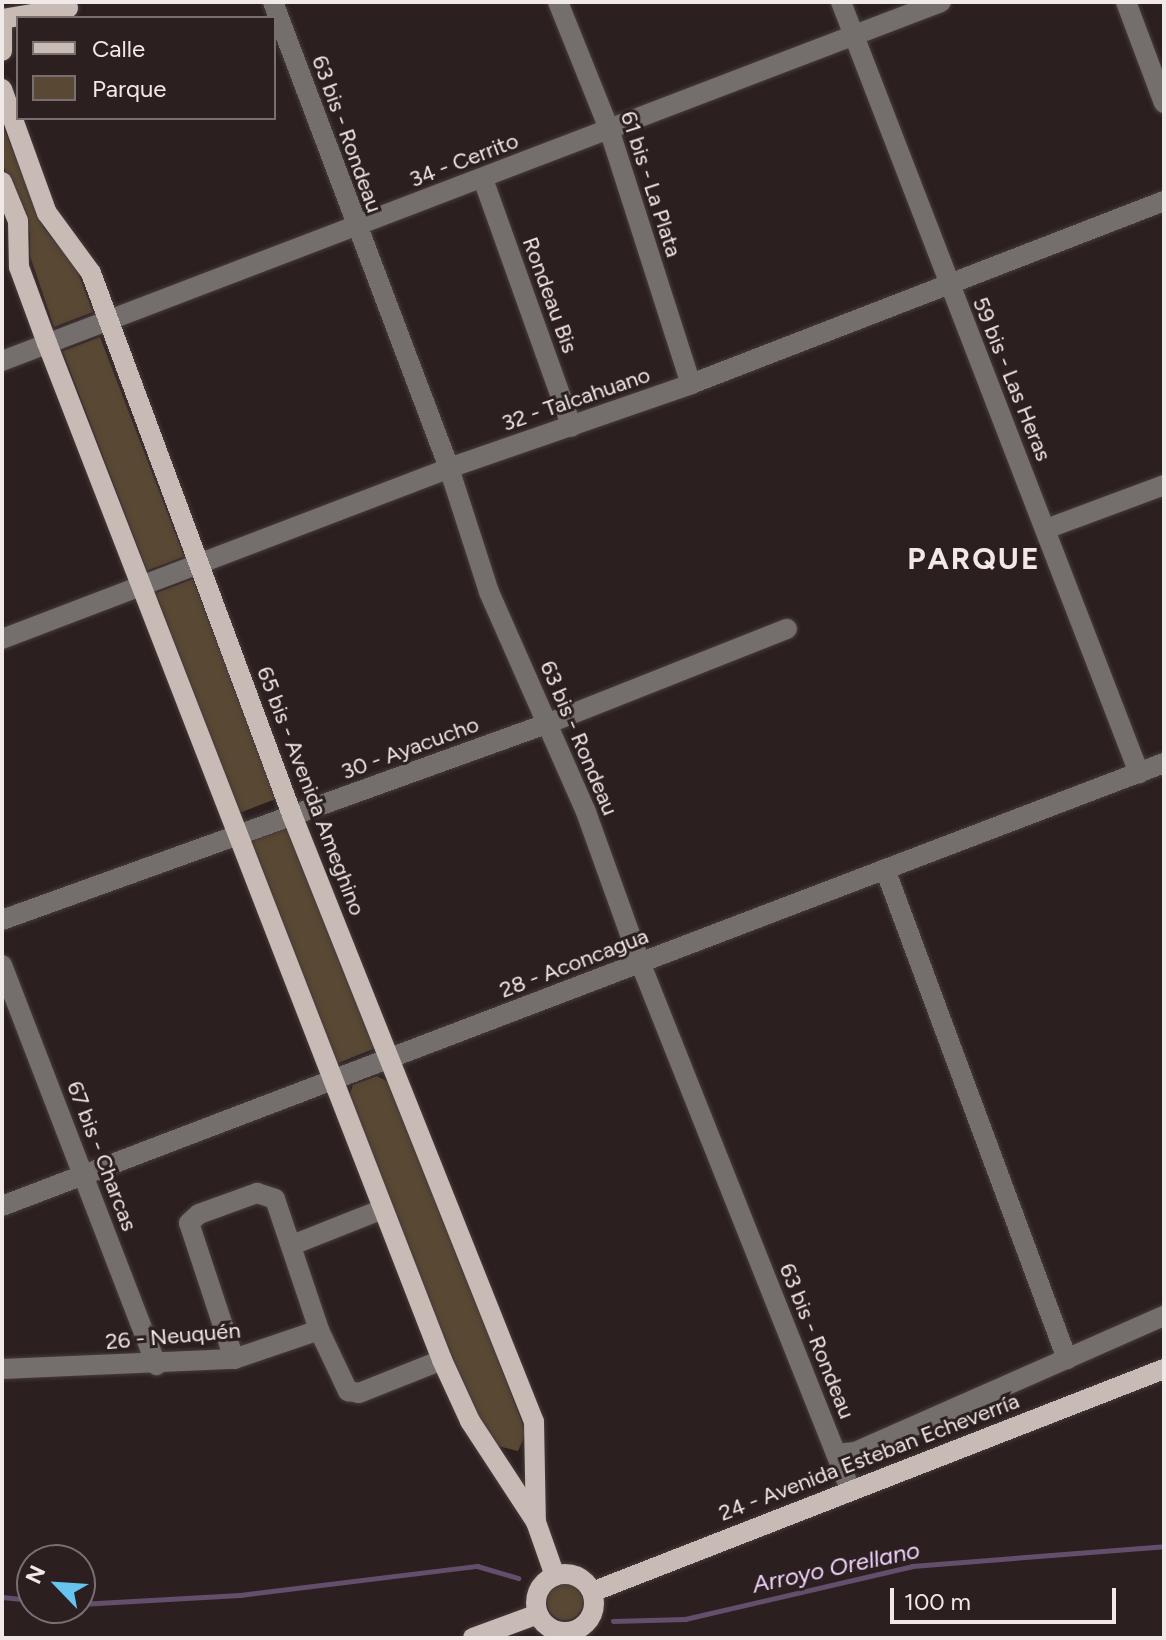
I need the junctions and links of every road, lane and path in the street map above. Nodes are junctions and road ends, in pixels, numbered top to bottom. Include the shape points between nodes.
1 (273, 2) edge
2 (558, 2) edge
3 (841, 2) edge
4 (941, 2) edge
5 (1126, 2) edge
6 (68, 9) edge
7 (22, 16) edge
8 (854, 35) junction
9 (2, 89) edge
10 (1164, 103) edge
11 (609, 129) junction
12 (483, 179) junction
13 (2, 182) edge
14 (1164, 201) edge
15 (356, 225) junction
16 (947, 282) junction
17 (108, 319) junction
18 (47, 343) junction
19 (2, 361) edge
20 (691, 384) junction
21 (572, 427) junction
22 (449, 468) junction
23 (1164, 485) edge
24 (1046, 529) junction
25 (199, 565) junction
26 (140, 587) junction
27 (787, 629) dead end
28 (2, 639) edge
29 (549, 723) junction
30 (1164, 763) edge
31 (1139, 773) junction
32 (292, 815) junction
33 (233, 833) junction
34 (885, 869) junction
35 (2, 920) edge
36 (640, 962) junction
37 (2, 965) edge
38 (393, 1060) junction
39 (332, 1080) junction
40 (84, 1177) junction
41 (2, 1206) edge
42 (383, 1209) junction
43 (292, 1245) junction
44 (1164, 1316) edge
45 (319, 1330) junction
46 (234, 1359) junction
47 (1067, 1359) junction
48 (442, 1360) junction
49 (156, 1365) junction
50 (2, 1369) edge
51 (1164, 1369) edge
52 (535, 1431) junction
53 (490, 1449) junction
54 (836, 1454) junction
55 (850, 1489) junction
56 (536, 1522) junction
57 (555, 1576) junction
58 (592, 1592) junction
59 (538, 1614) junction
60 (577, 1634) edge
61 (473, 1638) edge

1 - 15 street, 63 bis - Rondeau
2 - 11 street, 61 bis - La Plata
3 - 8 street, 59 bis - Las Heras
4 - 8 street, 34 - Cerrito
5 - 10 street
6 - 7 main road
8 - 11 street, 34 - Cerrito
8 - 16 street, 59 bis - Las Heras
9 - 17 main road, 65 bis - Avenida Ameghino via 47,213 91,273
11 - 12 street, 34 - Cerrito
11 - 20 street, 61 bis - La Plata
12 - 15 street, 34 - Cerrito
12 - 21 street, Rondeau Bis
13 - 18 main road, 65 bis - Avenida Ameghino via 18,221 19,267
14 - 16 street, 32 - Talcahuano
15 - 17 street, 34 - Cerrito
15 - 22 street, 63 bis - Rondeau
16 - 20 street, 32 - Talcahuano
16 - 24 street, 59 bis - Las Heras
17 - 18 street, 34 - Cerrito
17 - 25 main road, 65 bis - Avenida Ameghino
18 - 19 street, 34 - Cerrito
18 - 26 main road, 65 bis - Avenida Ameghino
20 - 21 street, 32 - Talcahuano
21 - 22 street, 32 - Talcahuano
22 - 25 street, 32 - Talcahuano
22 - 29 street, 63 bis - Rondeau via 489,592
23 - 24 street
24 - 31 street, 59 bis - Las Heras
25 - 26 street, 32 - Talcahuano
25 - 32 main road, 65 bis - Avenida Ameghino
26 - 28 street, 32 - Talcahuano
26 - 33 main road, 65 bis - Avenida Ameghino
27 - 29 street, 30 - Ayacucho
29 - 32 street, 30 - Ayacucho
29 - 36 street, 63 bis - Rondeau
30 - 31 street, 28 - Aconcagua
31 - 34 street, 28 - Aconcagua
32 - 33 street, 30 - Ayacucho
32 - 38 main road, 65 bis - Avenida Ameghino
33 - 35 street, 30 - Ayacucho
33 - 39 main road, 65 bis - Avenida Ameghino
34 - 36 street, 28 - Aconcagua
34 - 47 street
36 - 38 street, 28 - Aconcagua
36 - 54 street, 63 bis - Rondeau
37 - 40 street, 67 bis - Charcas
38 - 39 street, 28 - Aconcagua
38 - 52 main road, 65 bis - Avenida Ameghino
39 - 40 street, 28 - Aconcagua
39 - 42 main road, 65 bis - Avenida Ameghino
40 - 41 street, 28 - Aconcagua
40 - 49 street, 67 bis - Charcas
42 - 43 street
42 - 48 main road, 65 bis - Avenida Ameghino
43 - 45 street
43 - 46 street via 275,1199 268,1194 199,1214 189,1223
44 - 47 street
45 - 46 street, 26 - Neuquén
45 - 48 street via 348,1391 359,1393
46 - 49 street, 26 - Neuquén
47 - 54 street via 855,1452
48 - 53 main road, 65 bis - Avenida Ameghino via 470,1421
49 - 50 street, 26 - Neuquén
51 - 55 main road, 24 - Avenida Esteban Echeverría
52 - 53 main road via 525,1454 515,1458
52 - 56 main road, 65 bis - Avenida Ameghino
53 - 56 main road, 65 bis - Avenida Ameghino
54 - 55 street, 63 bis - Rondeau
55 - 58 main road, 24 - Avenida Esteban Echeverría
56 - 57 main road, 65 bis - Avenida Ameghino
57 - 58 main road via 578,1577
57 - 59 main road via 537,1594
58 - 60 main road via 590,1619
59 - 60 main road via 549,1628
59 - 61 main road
* * *
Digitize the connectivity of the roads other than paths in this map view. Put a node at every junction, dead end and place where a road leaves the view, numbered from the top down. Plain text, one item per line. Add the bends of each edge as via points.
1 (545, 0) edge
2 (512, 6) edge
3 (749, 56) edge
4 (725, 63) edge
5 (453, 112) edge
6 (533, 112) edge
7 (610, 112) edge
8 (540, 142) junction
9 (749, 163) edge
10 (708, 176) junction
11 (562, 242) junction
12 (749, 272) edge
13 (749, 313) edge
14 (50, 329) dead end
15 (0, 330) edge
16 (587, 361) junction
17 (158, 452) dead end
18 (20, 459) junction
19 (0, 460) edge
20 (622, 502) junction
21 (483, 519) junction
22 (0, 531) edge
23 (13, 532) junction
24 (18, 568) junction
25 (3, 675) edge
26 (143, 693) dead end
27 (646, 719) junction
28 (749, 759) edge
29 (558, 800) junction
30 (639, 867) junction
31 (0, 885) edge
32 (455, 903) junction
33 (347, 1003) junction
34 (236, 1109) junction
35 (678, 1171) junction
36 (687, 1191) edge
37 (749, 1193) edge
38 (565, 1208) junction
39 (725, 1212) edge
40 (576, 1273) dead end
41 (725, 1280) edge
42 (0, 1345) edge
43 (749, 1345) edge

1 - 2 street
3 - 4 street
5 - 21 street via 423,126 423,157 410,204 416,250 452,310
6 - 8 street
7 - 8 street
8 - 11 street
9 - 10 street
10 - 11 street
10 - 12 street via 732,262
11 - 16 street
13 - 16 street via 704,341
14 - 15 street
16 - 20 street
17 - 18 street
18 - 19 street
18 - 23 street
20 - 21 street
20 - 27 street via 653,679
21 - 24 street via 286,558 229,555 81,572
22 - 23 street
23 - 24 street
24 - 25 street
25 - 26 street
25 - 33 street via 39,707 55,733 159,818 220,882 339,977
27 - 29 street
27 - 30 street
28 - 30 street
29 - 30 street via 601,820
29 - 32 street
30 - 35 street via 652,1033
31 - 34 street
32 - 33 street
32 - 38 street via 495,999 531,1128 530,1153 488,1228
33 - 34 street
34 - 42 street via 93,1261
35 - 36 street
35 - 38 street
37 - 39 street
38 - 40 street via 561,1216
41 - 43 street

#### PROBLEM REQUIREMENTS:
Report each line of the data in which "dead" occurs.

#### ANSWER TO THIS PROBLEM:
27 (787, 629) dead end
Digitize the connectivity of the roads other than paths in this map view. Put a node at every junction, dead end and place where a road leaves the view, numbered from the top down. Plain text, one item per line. Add the bends of each edge as via points.
14 (50, 329) dead end
17 (158, 452) dead end
26 (143, 693) dead end
40 (576, 1273) dead end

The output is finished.